■ ABOUT THIS TASK
From the entries that follow, copy every line with the word "place".

■ AVAILABLE DATA
*** Block opens ***
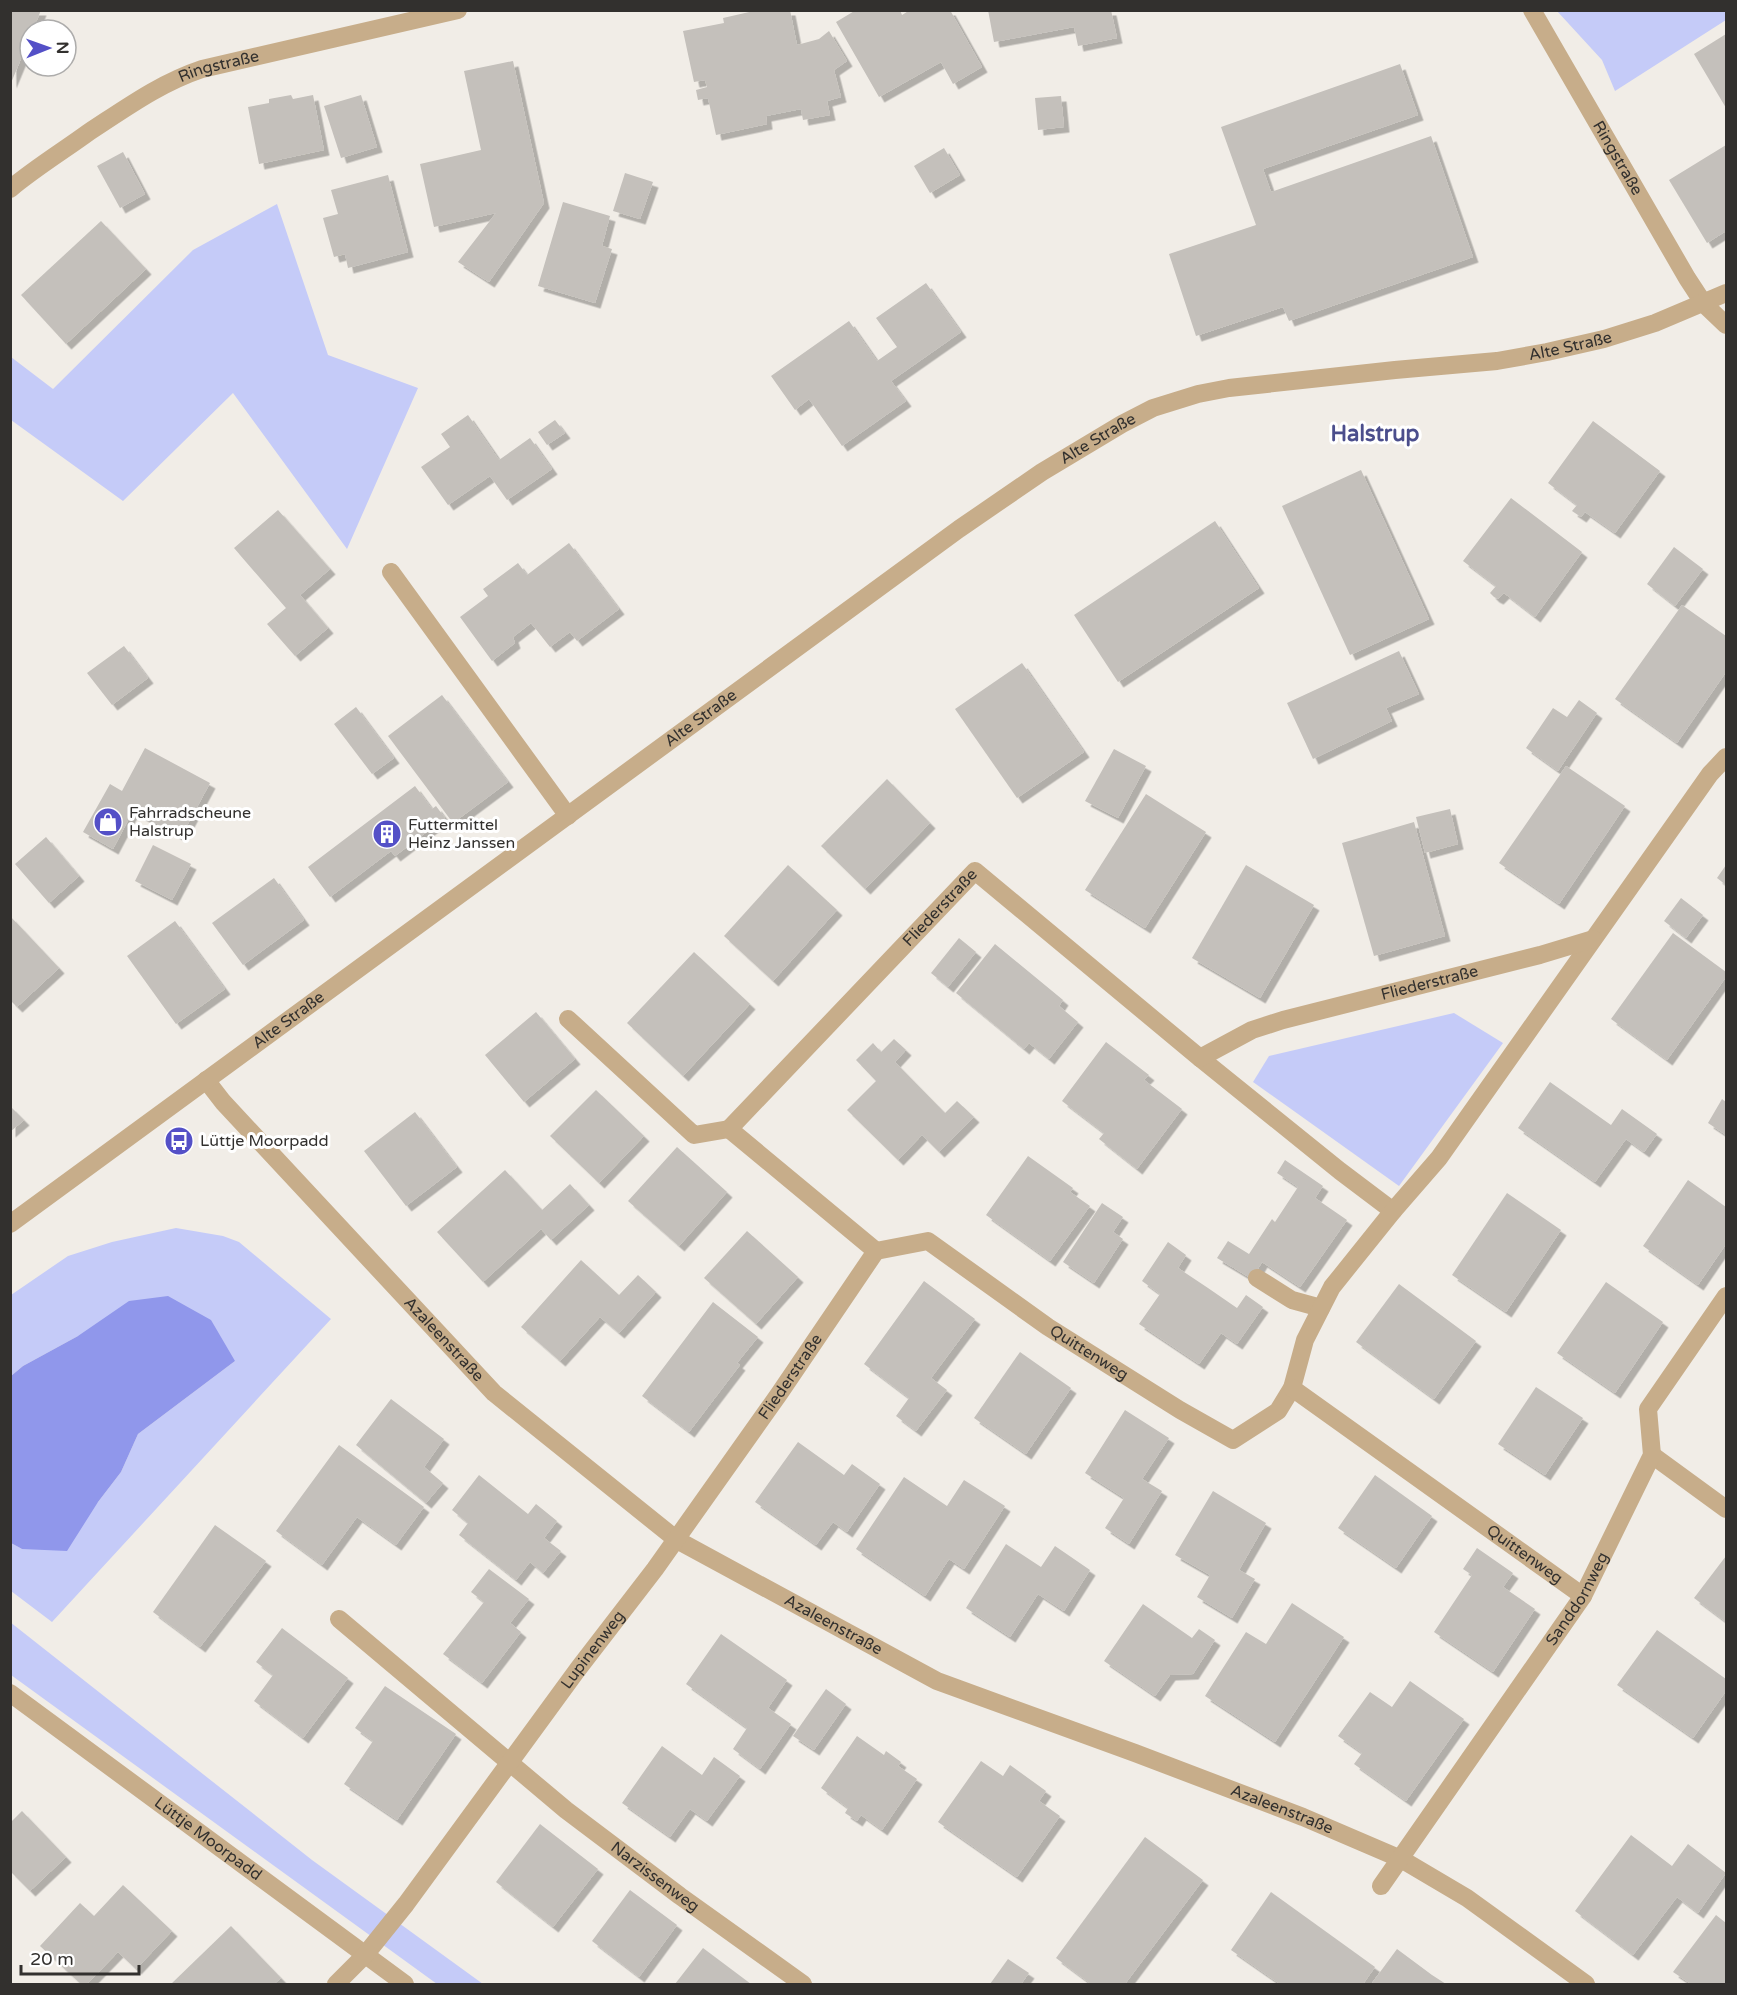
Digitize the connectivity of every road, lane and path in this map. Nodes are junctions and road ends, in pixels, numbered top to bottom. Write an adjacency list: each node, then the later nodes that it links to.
*** Block closes ***
*** Block opens ***
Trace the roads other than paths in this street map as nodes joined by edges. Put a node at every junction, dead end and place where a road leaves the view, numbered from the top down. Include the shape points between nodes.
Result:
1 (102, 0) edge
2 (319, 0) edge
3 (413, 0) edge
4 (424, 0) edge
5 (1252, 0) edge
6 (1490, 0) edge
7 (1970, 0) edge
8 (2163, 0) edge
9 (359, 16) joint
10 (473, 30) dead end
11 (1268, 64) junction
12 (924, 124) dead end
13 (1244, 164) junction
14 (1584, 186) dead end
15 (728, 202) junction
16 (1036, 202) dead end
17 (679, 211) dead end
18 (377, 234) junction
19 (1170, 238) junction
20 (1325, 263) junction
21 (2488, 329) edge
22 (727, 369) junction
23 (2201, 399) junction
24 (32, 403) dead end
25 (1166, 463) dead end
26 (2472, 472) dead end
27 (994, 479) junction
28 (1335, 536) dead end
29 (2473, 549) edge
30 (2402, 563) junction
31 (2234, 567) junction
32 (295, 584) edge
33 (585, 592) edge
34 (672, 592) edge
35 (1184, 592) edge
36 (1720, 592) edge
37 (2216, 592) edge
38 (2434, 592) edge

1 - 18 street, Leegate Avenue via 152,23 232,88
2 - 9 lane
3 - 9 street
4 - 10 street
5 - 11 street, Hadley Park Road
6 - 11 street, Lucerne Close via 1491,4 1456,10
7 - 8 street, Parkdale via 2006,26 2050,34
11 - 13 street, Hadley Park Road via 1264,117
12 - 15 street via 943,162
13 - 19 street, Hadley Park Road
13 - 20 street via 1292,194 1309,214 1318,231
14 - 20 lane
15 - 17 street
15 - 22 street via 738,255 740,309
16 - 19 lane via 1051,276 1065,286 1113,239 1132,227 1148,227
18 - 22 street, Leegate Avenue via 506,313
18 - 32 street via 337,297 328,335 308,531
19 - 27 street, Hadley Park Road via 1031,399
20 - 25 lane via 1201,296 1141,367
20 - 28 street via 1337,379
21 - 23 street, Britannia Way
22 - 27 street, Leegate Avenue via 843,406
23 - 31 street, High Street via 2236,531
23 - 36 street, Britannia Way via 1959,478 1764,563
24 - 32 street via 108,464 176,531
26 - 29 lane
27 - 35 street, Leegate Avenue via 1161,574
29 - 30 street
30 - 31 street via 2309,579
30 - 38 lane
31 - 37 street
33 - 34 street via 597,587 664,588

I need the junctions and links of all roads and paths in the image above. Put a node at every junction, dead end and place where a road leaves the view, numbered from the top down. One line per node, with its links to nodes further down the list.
*** Block closes ***
■ PROBLEM SOLUTION
Trace the roads other than paths in this street map as nodes joined by edges. Put a node at every junction, dead end and place where a road leaves the view, numbered from the top down. Include the shape points between nodes.
I need the junctions and links of all roads and paths in the image above. Put a node at every junction, dead end and place where a road leaves the view, numbered from the top down. One line per node, with its links to nodes further down the list.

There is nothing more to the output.